Kameelah Martin earned her undergraduate English degree from Georgia
Southern University and her MA in Afro-American Studies from the
University of California Los Angeles. She received her PhD. in English
from Florida State University in 2006. Her area of focus is twentieth
century African American literature with an emphasis on folklore and the
African American conjuring tradition.
Dr. Martin's forthcoming monograph, Conjuring Moments in African American Literature: Women, Spirit Work, and Other Such Hoodoo (Palgrave Macmillan 2012), treats the conjure woman as a
folk hero and literary archetype within the African American Literary tradition. Her research engages the ways African
American authors such as Charles Chesnutt, Zora Neale Hurston, Gloria
Naylor, and Tina McElroy Ansa have shifted, recycled, and reinvented
healing women in twentieth century fiction. Arguing that the conjure
woman is one of the most adept agents of mobility, resistance, and
self-determination in the realm of African American womanhood, the
objective of Dr. Martin's study is to construct a historiography of the
conjure woman in literature, which investigates various
representations, the authority of power, the negotiation of gender and
body politics, as well as how African-based spirit work often conflicts and merges
with Christian doctrines.
She is busy researching and writing a second monograph, tentatively
titled Envisioning Voodoo: African Diasporic Religion in the Popular
Imagination, 1985-2010 which queries the impact of inscribing African diasporic spirituality on the black female body in American popular culture.

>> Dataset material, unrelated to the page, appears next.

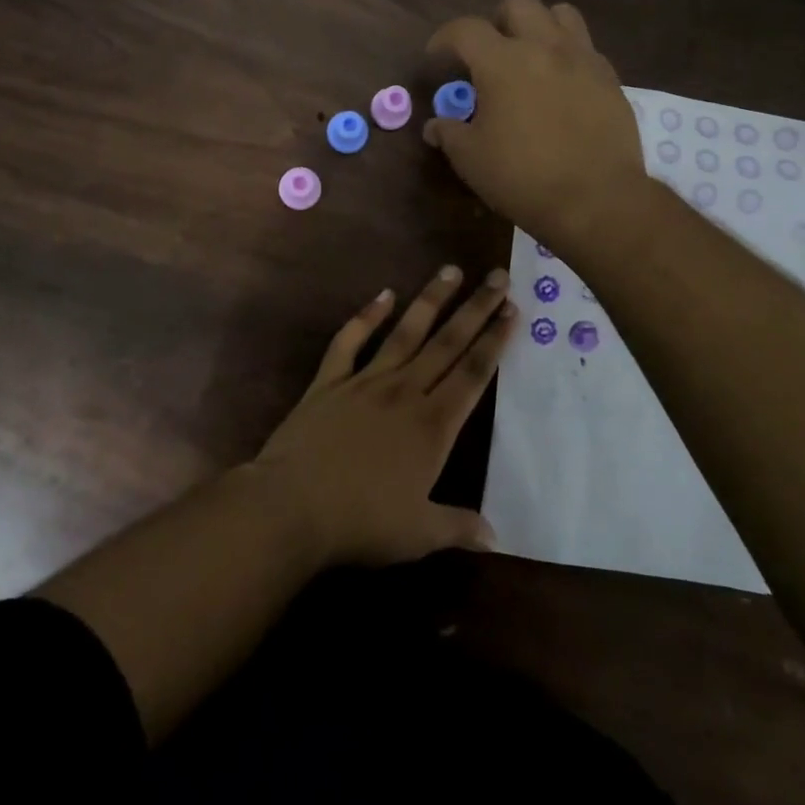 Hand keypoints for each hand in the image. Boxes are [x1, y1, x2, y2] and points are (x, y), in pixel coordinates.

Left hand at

Other areas of interest include the novels of Tina McElroy Ansa,
Toni Morrison, Sea Island culture, black women and the blues tradition,
genealogical research, and the writing of family histories.
She is a
member of the National Council for Black Studies, South Atlantic Modern
Languages Association, College Language Association, and the Atlanta
Metro Chapter of the African American Historical and Genealogical
Society.
Dr. Martin was raised as a "military brat" and thus, has no one place
she calls home. She has resided in Detroit, Omaha, Okinawa, Little Rock, Atlanta, Albany (GA), Tallahassee, and Los Angeles at various points in her life. Her ancestral roots, however, are in
New Orleans, Louisiana. She is a mother, wife, sister, daughter,
scholar, poet, Sagittarius, child of Shango.